His property in the valley was a couple of blocks down from that ‘steepest street in the world’ which the local scarfies like to roll down in wheelie bins (until one of them got killed doing it, that is). It’s a beautiful spot, with a great view of the wooded hills opposite, and even a certain amount of sunlight — for Dunedin.

As for the house itself, it’s well-built and sound, though certainly suffering from neglect. Before flying out, I took the gamble of doing some tidying up: pinning up a few of the beautiful Indonesian and Indian artefacts Graeme had picked up in his travels, purging a few hundred kgs of old magazines and waste paper, and rearranging his lounge and dining room so one had space to sit down in them.

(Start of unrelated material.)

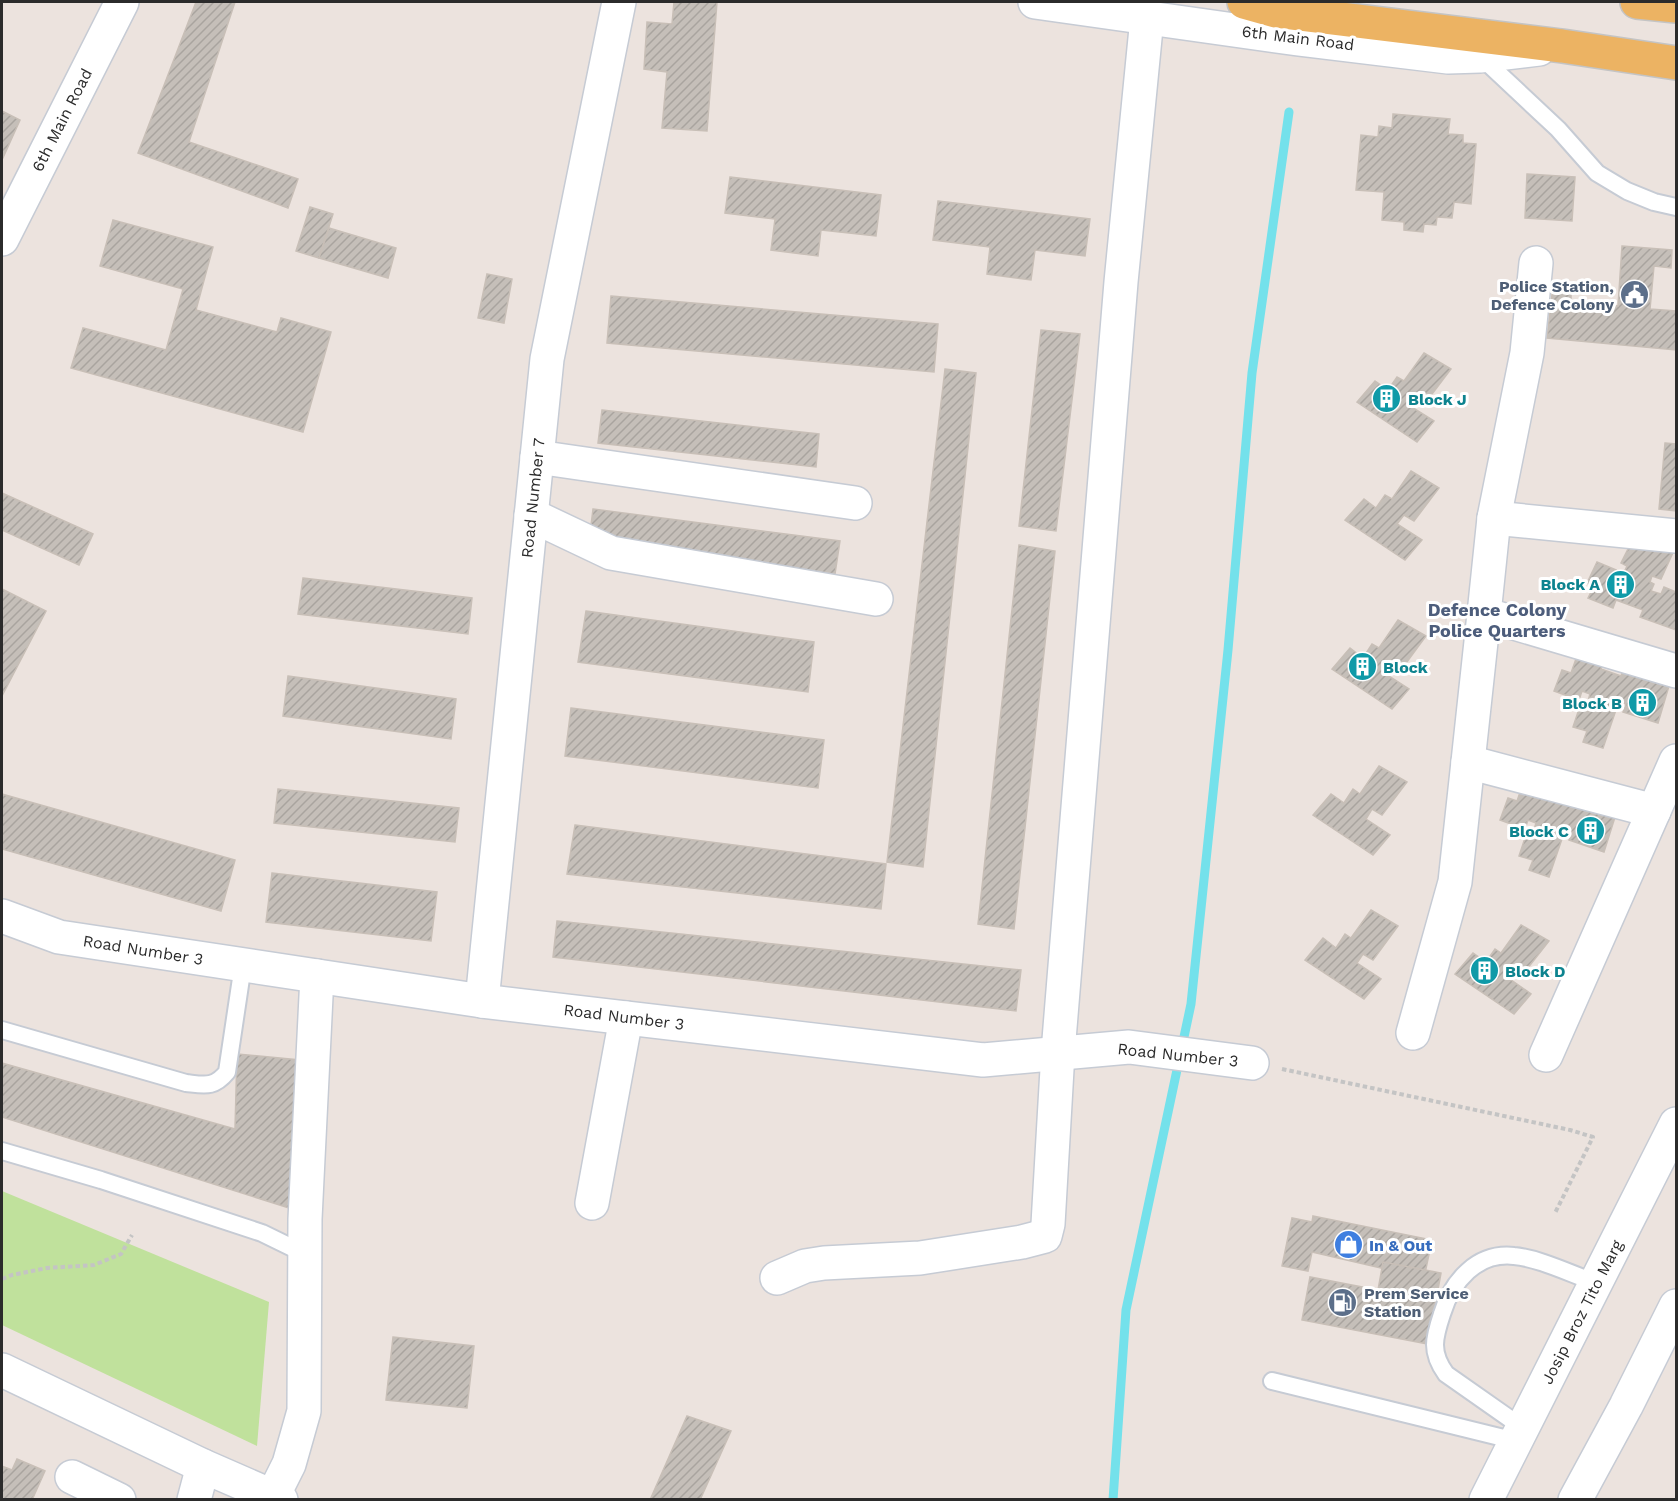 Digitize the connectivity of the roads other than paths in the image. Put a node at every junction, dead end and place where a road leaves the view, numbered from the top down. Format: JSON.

Graeme seemed quite grateful that I’d taken the trouble, which was a relief. People don’t always like you to go sorting through their stuff while they’re out for the day. Who knows what you might find?




A Field Guide to the Other World


I remember once trying to explain to the arch-sceptic Graeme my interest in occultism and the supernatural. I’d just been reading Patrick Harpur’s Daimonic Reality: A Field Guide to the Other World, so I tried to account for this fascination using one of Harpur’s paradigms:
The Otherworld mirrors ours. It can be benign, like the paradises that reverse this world’s suffering; or it can be uncanny, like the realm some tribes ascribe to witches who walk or talk backwards, wear their heads upside down, their legs back to front.
What better analogy could one find to Erewhon? Its names — ‘Senoj Nosnibor, Ydgrun, Thims’ — that run backwards; its location in the Antipodes where everything is ‘upside down’; even its clothes worn, like Professor Panky’s, ‘like an Englishman . . . but turned the wrong way round, so that when his face was towards my father his body seemed to have its back towards him and vice versa’?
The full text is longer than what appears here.